*Miguel Ángel Hernández
Em grande parte dos romances mencionados neste texto, a arte não aparece como um elemento trancado no museu ou na galeria para satisfazer a curiosidade cultural, mas sim acontece na vida dos personagens e afeta sua realidade. Há um antes e um depois do contato com a obra. A arte penetra no espaço cotidiano, toca-o, sacode-o e altera-o. A arte transforma a vida. Poderíamos dizer que, de certa forma, faz sentido, atua, excita, move…, “funciona”. E uma das chaves para esta “função” é que os escritores se colocam no espaço do espectador e descrevem a experiência estética. É o que acontece, por exemplo, em 10:04 (2014), de Ben Lerner; Ponto Ômega (2010), de Don DeLillo; ou Kassel não convida a lógica (2014), de Vila-Matas. A personagem está diante da imagem, observando-a, vivenciando-a, e não apenas analisando seu discurso crítico, mas deixando-se levar pelo que a obra sugere. A obra contemplada não está desligada da história, mas ocupa um lugar na sucessão do antes e do depois. O personagem entra no museu com seu mundo de vida e, após a observação, a obra viaja com ele. Não há desconexão de espaços ou tempos, mas sim uma sobreposição. A arte é mais um elemento do fluxo da história, mais uma parte da vida. A sua capacidade de agir advém, justamente, da sua ligação com os momentos da experiência de vida.

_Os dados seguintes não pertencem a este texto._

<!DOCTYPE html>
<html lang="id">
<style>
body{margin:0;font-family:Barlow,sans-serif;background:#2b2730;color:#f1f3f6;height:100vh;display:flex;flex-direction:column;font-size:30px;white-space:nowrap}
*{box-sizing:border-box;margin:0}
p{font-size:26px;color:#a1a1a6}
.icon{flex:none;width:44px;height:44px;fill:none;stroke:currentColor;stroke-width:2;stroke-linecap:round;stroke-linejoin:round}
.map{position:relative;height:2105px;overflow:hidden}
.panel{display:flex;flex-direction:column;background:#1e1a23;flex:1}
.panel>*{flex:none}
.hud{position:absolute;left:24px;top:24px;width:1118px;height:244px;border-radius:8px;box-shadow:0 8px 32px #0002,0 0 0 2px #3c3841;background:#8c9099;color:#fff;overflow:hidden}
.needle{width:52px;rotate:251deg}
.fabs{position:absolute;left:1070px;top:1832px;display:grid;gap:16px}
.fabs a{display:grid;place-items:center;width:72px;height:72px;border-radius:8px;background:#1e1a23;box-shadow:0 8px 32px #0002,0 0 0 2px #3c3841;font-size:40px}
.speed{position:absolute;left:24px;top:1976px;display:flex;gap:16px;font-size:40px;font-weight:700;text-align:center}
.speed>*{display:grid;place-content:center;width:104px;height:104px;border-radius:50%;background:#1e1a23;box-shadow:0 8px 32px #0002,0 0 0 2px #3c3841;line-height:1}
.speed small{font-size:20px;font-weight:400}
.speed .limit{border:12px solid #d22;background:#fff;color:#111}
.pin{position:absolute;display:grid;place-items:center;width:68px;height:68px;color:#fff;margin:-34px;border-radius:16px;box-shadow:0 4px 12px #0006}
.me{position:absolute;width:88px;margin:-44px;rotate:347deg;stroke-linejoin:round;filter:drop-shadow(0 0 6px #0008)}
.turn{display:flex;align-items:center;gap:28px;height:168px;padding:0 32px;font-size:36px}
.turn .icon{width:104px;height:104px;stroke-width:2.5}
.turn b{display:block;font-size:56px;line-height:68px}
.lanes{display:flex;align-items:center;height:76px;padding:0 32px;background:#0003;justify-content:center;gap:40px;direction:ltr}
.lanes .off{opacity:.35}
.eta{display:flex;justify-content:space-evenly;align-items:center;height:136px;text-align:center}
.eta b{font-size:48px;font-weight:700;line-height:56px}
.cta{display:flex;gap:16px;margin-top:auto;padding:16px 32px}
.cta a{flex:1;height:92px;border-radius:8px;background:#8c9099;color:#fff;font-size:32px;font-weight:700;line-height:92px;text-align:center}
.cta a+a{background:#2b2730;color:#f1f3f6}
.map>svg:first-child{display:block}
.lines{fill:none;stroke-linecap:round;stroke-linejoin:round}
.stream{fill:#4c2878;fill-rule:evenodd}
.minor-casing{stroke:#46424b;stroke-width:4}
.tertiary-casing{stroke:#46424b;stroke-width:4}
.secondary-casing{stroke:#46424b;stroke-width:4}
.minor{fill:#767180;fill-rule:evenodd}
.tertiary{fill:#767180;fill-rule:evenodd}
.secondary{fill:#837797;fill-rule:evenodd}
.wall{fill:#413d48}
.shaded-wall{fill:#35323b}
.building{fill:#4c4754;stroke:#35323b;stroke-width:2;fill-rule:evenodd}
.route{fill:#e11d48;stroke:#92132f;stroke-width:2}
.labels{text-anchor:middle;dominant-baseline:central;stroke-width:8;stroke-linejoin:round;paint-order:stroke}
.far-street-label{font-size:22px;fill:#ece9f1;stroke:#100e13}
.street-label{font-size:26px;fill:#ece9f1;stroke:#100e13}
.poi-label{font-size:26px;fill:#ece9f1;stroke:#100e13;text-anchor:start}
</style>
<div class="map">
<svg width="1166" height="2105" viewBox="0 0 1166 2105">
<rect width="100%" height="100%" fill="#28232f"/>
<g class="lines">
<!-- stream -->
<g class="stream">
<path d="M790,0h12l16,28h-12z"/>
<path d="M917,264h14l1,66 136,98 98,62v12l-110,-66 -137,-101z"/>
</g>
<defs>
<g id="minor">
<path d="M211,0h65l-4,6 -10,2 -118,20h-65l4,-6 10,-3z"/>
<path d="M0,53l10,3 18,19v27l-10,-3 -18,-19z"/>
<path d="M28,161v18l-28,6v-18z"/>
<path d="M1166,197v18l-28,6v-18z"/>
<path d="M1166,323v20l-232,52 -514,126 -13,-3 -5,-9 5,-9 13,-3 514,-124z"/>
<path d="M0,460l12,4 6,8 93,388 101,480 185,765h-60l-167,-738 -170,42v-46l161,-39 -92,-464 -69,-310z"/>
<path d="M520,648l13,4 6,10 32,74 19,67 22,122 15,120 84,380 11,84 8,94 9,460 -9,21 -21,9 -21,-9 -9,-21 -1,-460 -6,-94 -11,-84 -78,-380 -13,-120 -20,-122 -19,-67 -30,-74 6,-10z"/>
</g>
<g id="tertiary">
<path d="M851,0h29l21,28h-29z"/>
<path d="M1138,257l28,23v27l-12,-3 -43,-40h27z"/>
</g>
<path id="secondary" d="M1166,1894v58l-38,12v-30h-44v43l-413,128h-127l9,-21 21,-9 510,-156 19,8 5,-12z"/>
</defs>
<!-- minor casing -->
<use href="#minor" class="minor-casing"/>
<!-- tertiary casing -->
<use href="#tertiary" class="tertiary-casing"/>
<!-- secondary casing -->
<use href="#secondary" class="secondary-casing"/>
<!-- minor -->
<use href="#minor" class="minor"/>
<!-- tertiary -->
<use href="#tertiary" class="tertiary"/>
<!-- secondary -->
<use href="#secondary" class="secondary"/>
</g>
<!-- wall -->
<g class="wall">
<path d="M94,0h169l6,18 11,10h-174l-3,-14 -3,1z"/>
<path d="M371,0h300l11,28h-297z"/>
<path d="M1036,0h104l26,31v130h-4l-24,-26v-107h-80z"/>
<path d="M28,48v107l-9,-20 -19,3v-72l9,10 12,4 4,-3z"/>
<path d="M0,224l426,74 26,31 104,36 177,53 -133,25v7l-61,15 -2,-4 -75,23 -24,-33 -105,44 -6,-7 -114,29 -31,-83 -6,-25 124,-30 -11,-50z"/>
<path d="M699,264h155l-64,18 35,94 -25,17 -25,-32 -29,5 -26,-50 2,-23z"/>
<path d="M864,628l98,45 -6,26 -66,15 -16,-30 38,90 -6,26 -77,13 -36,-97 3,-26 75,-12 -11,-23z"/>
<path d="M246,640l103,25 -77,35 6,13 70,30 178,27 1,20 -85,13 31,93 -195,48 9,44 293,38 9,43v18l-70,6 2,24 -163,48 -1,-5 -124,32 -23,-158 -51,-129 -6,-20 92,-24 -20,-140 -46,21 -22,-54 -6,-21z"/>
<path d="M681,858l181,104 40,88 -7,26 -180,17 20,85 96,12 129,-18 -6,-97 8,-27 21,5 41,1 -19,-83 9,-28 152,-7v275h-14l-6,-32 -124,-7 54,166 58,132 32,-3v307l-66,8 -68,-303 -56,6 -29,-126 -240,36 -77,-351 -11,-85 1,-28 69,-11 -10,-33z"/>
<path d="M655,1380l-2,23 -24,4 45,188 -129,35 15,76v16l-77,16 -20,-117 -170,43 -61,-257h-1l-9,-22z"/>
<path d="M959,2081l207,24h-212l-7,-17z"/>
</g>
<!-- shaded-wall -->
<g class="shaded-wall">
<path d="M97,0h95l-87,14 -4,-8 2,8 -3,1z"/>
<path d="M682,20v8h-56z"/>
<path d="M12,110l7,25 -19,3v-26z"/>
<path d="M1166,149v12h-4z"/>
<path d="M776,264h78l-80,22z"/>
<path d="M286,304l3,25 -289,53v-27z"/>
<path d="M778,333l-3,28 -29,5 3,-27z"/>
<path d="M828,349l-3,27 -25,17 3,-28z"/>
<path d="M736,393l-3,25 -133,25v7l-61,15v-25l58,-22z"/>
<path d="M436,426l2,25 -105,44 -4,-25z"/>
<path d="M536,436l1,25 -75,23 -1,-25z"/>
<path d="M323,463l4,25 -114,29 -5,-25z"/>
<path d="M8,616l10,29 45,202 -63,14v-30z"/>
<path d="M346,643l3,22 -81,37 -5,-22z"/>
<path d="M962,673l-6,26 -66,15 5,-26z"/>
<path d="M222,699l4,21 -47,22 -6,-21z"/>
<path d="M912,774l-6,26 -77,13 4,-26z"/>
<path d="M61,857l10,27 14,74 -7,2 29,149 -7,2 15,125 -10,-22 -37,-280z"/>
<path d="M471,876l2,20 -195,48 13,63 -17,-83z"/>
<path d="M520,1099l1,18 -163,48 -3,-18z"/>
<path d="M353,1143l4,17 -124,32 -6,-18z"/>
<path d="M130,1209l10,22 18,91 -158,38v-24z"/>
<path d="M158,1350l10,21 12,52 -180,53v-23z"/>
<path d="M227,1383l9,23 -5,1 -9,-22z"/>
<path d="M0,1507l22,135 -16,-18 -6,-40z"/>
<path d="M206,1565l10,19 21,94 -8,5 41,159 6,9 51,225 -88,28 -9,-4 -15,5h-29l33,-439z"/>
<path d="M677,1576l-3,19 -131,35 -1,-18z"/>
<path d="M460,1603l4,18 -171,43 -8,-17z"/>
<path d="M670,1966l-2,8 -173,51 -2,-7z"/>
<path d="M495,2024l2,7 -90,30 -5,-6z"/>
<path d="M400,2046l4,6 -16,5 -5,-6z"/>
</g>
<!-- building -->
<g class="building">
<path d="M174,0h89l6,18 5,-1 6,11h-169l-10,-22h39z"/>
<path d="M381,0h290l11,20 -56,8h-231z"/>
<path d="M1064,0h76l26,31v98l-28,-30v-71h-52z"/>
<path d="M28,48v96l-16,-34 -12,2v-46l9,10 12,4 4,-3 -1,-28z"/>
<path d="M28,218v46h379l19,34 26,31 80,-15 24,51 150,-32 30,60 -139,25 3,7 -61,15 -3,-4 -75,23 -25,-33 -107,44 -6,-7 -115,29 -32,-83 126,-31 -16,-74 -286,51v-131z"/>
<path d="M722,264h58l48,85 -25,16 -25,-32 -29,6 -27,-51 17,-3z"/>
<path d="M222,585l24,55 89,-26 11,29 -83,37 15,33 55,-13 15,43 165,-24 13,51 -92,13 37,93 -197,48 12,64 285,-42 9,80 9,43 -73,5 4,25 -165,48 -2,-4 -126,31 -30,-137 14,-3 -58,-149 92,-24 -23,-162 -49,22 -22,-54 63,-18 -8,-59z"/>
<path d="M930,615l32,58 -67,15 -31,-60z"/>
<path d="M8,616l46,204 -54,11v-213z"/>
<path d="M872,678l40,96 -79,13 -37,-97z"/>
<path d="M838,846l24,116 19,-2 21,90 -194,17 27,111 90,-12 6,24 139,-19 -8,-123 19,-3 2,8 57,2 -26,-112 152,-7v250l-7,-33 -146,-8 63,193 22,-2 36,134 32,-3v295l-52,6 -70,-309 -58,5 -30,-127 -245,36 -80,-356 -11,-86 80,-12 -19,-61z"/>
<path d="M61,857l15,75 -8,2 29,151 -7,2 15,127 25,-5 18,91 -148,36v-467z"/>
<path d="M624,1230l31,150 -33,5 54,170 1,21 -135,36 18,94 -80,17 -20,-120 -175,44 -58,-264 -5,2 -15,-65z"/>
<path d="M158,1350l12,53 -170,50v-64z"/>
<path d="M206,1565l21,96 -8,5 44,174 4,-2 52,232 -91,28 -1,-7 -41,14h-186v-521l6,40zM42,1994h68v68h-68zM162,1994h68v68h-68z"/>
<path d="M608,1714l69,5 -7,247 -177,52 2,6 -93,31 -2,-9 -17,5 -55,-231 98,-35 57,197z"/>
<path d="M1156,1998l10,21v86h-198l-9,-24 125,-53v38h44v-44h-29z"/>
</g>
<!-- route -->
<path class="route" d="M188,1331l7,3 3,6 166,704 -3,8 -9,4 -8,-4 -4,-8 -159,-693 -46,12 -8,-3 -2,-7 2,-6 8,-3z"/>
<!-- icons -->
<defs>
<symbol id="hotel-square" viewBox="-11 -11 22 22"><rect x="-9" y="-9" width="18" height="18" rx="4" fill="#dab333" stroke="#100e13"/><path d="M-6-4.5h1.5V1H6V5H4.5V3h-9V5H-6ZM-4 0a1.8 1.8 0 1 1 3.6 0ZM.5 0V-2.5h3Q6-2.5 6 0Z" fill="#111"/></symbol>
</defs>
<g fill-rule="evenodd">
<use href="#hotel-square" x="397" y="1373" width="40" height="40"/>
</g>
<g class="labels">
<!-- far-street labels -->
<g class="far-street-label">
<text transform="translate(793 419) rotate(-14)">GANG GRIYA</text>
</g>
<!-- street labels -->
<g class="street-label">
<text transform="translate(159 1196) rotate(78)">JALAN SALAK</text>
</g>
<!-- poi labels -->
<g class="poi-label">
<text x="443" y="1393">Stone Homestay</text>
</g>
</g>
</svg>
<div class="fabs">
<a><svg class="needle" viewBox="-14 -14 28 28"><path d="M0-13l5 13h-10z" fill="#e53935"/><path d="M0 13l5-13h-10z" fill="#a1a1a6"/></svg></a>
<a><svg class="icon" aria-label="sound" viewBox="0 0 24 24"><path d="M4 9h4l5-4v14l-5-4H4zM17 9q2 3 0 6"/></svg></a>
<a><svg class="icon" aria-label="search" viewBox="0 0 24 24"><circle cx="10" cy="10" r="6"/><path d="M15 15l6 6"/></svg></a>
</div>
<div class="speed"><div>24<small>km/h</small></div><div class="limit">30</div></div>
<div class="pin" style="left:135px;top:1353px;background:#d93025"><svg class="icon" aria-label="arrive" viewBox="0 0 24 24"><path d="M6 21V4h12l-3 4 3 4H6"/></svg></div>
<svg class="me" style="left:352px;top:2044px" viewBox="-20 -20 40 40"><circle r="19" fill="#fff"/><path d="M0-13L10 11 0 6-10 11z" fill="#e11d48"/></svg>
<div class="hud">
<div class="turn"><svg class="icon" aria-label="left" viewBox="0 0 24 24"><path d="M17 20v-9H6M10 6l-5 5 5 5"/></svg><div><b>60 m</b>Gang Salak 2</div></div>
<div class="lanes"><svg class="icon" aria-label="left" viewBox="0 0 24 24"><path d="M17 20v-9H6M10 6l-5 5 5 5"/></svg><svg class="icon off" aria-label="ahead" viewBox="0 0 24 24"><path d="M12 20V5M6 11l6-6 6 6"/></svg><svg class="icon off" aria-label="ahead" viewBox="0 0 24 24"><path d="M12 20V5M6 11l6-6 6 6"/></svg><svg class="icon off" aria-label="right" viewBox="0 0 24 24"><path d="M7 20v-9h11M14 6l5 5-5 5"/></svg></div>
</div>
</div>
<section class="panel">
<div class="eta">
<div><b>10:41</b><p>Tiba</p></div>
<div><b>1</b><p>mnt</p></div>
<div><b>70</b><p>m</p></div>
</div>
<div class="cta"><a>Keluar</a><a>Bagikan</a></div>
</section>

Esta posição ao lado do espectador através da busca de vínculos com o mundo da vida é uma das diferenças mais palpáveis entre a escrita do romance e a escrita crítica. E a questão é que quando abordamos as obras de arte como críticos de arte, tendemos a perder a relação com a experiência, com o que trazemos conosco e com o que levamos conosco depois. Observamos as obras como um todo fechado situado num lugar fora do mundo e analisamo-las decompondo-as, como se estivessem numa mesa de autópsia. Quando lemos um texto de crítica de arte, encontramos a obra aberta num canal, decomposta, analisada, mas desativada. O texto o desativa assim como a instituição faz. O romance – a narração da história e da experiência – e as formas não analíticas de escrita, por outro lado, confrontam a arte no seu terreno, que não é outro senão o da experiência do espectador. Uma experiência que, como críticos de arte, muitas vezes deixamos de lado, utilizando a escrita quase como uma espécie de armadura para nos protegermos das obras. E esse descontentamento crítico – além de negar a subjetividade do escritor – muitas vezes acaba por negar o poder transformador da arte. Os textos aparecem como discursos racionais, embora nada do que dizemos seja incorporado à experiência estética.
Depois de vários anos saltando entre a narrativa e a crítica de arte, pude confirmar esta diferença fundamental na compreensão do alcance da obra de arte. Quando escrevo ficção e uso arte para contar histórias, quando a arte é o que me rodeia – o que rodeia a personagem fictícia – e não o que está pendurado numa parede, isolado do mundo, sinto que funciona. Quando me dedico a ele como crítico de arte e sou eu quem está ao seu redor, sinto que o desativo. Num caso, deixei que a arte afetasse a experiência – real ou ficcional; no outro, inconscientemente – porque a “disciplina” do texto o condiciona – coloco-me fora do campo. É como se, diante das obras, eu tivesse duas opções: estar fora, buscando o distanciamento crítico, ou dentro, nadando na experiência. Ambas as posições são necessárias. E o que eu gostaria – o que tento – é encontrar um ponto de proximidade-distância, um estar fora e ao mesmo tempo dentro, uma forma de escrita capaz de abordar o fenômeno artístico sem perder o sentido último de que a arte está prestes a se transformar em vida.
É claro que não estou defendendo aqui o abandono da crítica de arte; Cada disciplina tem seu contexto de atuação. Mas estou interessado em salientar que existe um aspecto essencial da arte – a experiência afetiva – que está presente no romance e que escapa à crítica de arte. E que os críticos de arte podem – nós podemos – aprender algo com os escritores sobre a forma como a arte se desenvolve e atua nos seus escritos: fazer com que a arte funcione como funciona nos romances, que muitas vezes se tornam laboratórios, o sentido oferecido por Laddaga, onde é possível imagine “como a arte funcionaria se realmente funcionasse”. Porque – e que meus colegas de profissão me perdoem; críticos, digo – tenho a impressão de que os escritores são os únicos que realmente levam a sério o poder da arte. E nas suas criações desdobram-no e colocam-no em jogo, transformando os textos em museus sem paredes onde a arte e a vida se conectam.